Collected data
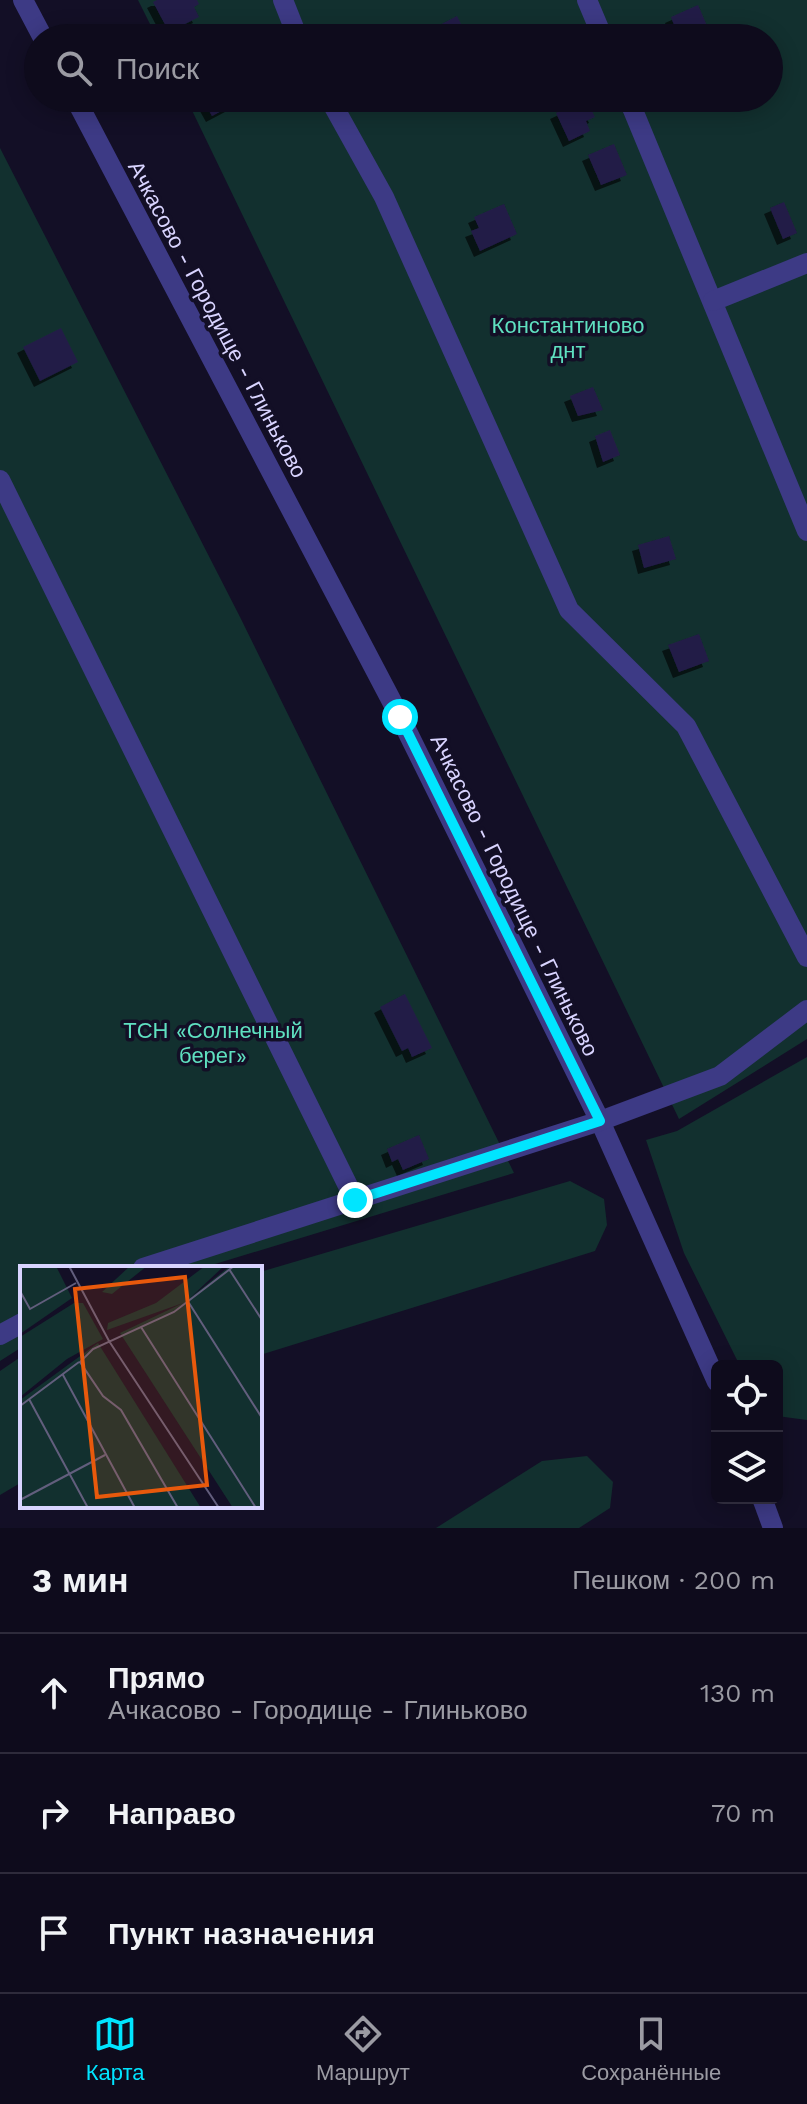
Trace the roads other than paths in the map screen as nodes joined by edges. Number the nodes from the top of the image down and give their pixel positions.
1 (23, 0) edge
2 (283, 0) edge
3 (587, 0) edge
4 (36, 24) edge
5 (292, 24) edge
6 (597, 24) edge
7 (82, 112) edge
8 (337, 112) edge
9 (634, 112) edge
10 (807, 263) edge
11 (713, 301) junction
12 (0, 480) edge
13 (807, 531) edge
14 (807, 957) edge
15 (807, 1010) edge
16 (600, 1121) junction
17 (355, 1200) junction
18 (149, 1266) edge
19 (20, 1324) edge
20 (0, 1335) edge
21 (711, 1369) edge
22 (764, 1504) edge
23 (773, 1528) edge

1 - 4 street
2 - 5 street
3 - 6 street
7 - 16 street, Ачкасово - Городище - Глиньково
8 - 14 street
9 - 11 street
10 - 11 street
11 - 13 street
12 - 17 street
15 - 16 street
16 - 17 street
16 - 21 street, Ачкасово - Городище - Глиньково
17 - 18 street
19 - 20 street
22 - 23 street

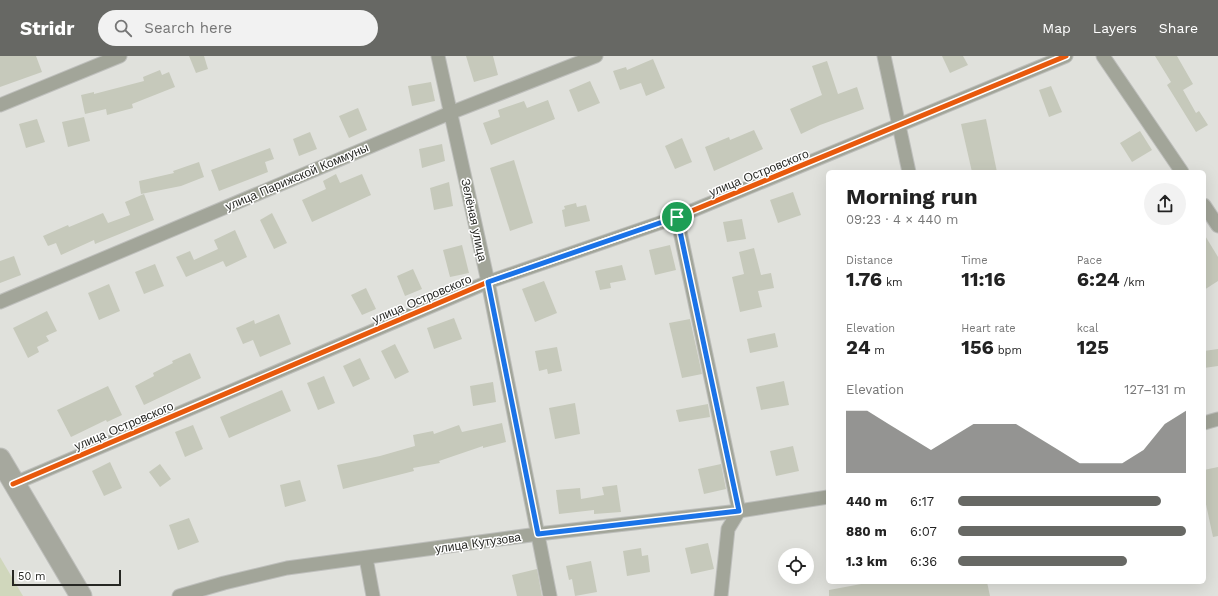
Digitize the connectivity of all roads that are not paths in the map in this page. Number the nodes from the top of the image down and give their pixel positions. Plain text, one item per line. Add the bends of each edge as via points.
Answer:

---

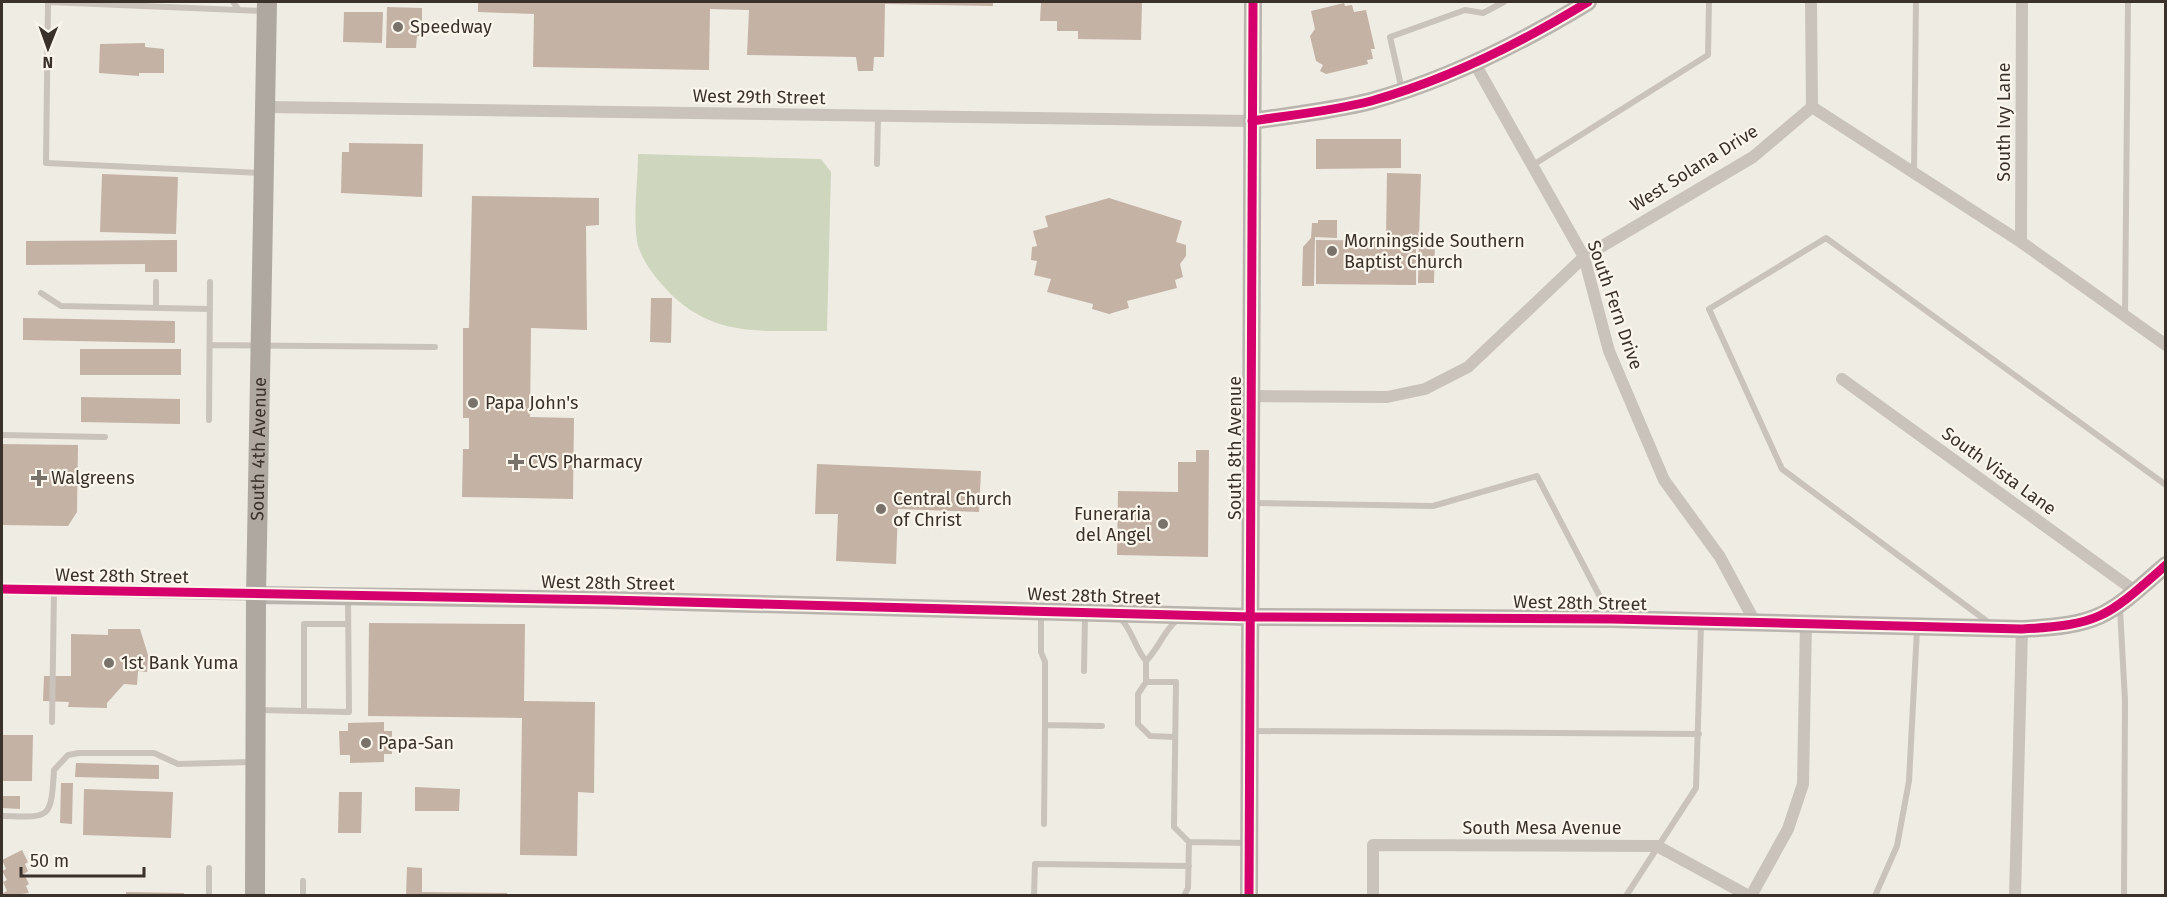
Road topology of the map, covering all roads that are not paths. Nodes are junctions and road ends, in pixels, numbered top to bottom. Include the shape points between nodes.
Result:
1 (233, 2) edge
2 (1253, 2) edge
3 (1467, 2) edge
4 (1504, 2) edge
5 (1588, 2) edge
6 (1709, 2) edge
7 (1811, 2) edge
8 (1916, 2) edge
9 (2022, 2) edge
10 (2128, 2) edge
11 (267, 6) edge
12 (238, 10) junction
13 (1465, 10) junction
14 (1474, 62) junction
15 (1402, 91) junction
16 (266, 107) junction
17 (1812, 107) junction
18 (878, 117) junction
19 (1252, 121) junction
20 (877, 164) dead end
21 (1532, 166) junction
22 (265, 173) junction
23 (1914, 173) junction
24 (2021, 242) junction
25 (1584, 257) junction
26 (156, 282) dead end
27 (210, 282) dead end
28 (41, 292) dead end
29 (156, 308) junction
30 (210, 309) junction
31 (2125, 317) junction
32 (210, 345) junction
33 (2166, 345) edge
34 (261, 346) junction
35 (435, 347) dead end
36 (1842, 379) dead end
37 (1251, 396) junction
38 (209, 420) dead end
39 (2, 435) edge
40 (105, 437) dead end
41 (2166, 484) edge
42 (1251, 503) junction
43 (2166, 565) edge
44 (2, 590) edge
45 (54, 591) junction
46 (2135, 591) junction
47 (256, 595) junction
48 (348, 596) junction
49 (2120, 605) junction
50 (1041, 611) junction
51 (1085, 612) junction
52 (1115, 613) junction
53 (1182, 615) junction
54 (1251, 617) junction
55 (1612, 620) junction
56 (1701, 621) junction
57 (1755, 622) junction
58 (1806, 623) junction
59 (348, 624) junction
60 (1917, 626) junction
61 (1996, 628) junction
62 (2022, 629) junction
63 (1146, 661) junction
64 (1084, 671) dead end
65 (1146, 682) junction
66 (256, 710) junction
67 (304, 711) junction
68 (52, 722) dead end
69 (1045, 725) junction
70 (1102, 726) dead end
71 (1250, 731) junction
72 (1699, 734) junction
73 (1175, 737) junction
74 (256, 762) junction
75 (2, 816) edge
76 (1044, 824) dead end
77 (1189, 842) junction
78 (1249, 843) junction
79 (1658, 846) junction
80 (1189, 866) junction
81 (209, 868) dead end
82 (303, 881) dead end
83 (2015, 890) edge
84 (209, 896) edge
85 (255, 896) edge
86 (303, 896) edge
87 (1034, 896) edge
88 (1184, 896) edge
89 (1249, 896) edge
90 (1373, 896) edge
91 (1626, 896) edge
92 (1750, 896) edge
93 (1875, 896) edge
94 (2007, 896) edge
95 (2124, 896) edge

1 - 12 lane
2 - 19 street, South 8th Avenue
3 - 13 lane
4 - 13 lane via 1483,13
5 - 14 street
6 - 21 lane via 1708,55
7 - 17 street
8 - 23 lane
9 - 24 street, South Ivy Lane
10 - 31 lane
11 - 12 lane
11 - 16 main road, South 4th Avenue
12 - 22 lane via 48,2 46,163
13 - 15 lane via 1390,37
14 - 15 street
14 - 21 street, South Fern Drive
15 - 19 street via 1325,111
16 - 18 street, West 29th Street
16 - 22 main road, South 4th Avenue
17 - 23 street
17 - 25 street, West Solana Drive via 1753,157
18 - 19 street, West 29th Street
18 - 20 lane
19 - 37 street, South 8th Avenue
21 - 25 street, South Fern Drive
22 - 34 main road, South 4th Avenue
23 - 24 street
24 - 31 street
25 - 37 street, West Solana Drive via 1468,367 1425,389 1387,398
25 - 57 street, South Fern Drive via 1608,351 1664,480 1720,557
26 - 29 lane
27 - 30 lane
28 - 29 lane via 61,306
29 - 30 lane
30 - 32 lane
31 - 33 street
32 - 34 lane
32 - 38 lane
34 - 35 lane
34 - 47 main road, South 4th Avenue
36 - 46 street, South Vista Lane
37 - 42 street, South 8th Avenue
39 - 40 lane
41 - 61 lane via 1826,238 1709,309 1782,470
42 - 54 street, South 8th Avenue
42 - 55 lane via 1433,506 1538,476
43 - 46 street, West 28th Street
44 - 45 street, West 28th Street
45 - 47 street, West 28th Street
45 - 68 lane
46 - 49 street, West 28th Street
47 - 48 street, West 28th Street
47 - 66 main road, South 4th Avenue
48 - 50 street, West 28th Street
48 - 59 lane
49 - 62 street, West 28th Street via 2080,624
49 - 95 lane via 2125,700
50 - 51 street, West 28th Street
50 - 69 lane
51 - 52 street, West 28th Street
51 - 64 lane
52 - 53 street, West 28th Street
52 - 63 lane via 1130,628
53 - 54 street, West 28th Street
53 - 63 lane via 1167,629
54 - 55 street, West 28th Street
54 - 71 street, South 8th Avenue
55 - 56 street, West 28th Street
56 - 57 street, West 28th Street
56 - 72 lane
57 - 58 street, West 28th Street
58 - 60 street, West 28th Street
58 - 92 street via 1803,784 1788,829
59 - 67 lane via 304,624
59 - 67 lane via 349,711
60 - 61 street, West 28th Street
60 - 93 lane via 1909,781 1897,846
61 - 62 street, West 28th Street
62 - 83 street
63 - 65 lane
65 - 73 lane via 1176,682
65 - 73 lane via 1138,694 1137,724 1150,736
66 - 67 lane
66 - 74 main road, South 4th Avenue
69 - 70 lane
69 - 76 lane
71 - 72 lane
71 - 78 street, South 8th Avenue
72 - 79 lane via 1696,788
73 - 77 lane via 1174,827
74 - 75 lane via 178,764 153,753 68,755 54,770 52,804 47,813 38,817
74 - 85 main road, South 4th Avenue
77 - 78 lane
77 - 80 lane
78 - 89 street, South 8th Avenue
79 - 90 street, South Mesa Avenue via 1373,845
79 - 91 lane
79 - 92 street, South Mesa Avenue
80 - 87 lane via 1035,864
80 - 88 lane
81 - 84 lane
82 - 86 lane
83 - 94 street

• _GOAL OF THE EXERCISE_: If a line in the records holds the string "that", copy it.

• _SOLUTION TO THE EXERCISE_:
Digitize the connectivity of all roads that are not paths in the map in this page. Number the nodes from the top of the image down and give their pixel positions. Plain text, one item per line. Add the bends of each edge as via points.
Road topology of the map, covering all roads that are not paths. Nodes are junctions and road ends, in pixels, numbered top to bottom. Include the shape points between nodes.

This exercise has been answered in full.